[Stored data entries]
----
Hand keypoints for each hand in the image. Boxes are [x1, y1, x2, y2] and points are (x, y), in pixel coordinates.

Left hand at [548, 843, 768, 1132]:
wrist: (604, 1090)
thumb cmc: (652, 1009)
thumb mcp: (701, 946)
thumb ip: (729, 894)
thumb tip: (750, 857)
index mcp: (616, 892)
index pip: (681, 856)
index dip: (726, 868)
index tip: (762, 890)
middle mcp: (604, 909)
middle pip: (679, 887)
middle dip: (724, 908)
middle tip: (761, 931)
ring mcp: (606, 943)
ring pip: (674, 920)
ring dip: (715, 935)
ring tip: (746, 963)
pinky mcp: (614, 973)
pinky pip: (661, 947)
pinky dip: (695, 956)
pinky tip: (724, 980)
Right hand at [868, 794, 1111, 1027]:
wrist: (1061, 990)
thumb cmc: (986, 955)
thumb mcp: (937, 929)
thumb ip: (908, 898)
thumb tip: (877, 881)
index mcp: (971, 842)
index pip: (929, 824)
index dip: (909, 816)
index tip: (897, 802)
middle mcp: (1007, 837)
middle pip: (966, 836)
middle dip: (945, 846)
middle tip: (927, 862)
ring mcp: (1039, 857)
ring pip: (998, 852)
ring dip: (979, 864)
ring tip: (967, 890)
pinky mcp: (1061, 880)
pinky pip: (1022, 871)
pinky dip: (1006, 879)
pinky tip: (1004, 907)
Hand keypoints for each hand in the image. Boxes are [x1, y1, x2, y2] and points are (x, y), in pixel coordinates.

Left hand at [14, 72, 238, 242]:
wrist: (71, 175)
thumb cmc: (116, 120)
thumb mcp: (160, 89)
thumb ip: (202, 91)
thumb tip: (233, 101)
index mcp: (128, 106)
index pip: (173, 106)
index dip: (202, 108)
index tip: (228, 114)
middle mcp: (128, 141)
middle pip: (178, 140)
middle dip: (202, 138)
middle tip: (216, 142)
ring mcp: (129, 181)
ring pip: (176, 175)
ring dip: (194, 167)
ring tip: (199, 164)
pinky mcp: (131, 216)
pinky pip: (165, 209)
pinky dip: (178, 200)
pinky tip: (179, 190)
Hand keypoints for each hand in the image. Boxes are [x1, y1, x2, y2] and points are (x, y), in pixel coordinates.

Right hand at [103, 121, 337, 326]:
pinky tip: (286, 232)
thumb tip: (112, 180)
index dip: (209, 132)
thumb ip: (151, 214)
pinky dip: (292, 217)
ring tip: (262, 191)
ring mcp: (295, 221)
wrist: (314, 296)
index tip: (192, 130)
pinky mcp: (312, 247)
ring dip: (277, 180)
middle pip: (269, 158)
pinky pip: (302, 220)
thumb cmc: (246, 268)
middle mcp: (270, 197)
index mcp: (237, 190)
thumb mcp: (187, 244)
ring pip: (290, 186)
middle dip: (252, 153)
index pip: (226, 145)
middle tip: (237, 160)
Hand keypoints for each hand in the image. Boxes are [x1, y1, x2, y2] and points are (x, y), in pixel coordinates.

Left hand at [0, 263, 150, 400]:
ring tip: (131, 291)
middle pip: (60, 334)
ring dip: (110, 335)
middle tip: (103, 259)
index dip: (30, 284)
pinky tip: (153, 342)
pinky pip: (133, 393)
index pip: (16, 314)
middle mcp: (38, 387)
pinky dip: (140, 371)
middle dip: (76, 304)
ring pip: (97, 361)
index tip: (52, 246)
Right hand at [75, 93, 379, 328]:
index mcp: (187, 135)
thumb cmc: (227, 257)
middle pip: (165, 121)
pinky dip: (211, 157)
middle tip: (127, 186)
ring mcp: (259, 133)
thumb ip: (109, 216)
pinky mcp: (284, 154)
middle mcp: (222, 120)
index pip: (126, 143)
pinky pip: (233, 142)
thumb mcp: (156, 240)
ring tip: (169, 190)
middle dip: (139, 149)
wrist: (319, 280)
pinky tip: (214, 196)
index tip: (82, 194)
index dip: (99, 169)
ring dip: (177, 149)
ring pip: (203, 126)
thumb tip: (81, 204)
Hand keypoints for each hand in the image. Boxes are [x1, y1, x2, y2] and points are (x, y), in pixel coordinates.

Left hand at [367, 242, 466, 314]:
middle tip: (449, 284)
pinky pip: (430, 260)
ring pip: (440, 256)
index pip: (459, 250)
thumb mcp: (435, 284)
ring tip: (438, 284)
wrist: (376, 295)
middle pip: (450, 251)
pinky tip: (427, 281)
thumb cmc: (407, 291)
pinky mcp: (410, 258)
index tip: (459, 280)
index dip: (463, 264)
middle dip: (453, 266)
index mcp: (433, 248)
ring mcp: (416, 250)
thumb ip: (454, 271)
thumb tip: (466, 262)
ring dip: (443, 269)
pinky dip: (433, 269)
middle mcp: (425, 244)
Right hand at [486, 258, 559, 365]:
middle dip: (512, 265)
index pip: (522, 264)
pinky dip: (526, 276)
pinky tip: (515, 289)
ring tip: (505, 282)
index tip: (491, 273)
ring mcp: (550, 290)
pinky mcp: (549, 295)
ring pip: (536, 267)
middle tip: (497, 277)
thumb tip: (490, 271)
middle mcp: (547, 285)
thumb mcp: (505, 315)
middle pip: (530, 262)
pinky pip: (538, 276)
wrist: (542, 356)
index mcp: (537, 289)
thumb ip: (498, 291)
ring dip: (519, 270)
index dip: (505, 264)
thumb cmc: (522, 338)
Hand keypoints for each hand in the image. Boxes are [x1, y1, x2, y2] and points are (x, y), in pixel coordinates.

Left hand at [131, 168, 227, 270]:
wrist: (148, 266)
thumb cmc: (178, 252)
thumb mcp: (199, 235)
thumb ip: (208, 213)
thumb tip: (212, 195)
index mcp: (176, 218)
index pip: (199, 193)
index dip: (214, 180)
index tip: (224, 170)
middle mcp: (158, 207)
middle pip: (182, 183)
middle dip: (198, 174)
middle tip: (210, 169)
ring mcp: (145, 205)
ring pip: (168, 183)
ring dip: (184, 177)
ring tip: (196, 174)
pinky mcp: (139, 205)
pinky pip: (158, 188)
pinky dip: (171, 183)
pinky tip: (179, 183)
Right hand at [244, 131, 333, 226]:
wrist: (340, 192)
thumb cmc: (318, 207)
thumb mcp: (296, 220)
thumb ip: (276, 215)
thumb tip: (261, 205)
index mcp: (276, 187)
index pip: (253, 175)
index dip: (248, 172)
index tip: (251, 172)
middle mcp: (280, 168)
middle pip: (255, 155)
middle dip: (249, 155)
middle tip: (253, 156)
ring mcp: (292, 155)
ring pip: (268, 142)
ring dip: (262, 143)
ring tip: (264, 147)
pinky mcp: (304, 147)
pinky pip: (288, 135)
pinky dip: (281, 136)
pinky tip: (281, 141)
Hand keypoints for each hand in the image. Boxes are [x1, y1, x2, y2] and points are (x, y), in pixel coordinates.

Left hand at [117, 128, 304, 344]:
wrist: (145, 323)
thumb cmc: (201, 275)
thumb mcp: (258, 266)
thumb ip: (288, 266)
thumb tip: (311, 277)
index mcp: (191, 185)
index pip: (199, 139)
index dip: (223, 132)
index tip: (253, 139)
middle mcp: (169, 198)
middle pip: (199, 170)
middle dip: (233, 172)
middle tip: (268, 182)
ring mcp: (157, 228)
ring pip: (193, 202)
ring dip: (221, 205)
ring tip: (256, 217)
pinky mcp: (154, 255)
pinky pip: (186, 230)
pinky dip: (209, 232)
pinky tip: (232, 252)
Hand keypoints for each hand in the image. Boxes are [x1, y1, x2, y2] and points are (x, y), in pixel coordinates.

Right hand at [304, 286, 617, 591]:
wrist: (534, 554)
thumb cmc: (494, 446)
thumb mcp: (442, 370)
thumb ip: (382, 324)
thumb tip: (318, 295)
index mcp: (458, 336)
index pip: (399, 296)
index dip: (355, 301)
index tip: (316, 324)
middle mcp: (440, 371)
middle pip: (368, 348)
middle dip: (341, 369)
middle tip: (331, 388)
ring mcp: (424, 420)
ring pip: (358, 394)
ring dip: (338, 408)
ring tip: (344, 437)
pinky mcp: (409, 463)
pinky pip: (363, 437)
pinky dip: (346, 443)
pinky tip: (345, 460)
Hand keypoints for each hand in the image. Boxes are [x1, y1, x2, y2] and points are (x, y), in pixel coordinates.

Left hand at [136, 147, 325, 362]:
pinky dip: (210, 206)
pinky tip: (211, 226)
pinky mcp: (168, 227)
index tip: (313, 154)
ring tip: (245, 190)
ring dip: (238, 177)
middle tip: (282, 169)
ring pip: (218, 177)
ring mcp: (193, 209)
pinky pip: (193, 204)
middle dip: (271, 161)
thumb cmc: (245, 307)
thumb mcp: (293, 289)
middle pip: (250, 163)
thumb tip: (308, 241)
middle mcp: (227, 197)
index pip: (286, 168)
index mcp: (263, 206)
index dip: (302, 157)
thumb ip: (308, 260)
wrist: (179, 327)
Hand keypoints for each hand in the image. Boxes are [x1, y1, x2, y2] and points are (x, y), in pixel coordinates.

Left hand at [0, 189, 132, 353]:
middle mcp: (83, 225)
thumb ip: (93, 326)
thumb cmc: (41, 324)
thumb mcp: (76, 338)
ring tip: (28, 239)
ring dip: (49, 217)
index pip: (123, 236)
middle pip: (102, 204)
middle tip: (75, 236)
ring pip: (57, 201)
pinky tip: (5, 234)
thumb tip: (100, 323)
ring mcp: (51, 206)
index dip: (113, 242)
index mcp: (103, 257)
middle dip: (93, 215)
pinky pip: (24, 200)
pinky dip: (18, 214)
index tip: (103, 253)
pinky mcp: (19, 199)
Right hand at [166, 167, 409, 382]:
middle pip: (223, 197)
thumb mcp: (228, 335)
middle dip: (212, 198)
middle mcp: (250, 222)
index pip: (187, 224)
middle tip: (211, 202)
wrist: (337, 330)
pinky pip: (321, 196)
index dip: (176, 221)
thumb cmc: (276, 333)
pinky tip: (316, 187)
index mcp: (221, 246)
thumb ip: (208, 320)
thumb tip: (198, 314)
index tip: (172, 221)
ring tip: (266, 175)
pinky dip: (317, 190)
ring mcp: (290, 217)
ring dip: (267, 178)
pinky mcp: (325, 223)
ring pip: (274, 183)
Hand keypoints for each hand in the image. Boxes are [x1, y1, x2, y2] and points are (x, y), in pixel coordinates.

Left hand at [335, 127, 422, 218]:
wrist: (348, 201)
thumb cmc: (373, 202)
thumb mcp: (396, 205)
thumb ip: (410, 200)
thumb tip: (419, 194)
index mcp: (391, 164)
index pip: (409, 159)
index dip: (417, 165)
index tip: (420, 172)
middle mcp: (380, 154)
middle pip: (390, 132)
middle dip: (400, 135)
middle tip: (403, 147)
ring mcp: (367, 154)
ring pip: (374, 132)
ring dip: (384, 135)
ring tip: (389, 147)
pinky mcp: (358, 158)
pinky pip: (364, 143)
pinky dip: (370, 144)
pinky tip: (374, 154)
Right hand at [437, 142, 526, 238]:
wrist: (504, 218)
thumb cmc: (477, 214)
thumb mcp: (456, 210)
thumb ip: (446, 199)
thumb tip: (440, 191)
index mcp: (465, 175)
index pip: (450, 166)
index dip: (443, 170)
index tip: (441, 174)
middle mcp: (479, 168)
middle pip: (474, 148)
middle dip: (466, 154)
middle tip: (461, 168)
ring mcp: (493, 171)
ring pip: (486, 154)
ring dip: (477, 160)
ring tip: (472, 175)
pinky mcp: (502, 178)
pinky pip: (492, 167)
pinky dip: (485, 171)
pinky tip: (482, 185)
----
▶ **What you need to do**
Please output only the lines from the first line of the entries through the line with "ring tip: (199, 164)", both included, exactly as written.

▶ **Solution to the problem**
Hand keypoints for each hand in the image. Boxes are [x1, y1, x2, y2] and points are (x, y), in pixel coordinates.

Left hand at [548, 843, 768, 1132]:
wrist: (604, 1090)
thumb cmc: (652, 1009)
thumb mcp: (701, 946)
thumb ip: (729, 894)
thumb tip: (750, 857)
index mcp: (616, 892)
index pip: (681, 856)
index dip: (726, 868)
index tip: (762, 890)
middle mcp: (604, 909)
middle pip: (679, 887)
middle dip: (724, 908)
middle tip: (761, 931)
ring mcp: (606, 943)
ring pip: (674, 920)
ring dip: (715, 935)
ring tip: (746, 963)
pinky mcp: (614, 973)
pinky pip: (661, 947)
pinky dip: (695, 956)
pinky tip: (724, 980)
Right hand at [868, 794, 1111, 1027]:
wrist: (1061, 990)
thumb cmc: (986, 955)
thumb mcp: (937, 929)
thumb ip: (908, 898)
thumb tip: (877, 881)
index mcp: (971, 842)
index pip: (929, 824)
index dip: (909, 816)
index tip: (897, 802)
middle mcp: (1007, 837)
middle pip: (966, 836)
middle dip: (945, 846)
middle tip: (927, 862)
ring mcp: (1039, 857)
ring pip: (998, 852)
ring dip: (979, 864)
ring tip: (967, 890)
pinky mcp: (1061, 880)
pinky pip: (1022, 871)
pinky dip: (1006, 879)
pinky tip: (1004, 907)
Hand keypoints for each hand in the image. Boxes are [x1, y1, x2, y2] and points are (x, y), in pixel coordinates.

Left hand at [14, 72, 238, 242]:
wrist: (71, 175)
thumb cmc: (116, 120)
thumb mcp: (160, 89)
thumb ip: (202, 91)
thumb tip: (233, 101)
index mcp: (128, 106)
index pip: (173, 106)
index dip: (202, 108)
index tip: (228, 114)
middle mcp: (128, 141)
middle pip: (178, 140)
middle dip: (202, 138)
middle tip: (216, 142)
ring mcp: (129, 181)
ring pip: (176, 175)
ring dip: (194, 167)
ring tip: (199, 164)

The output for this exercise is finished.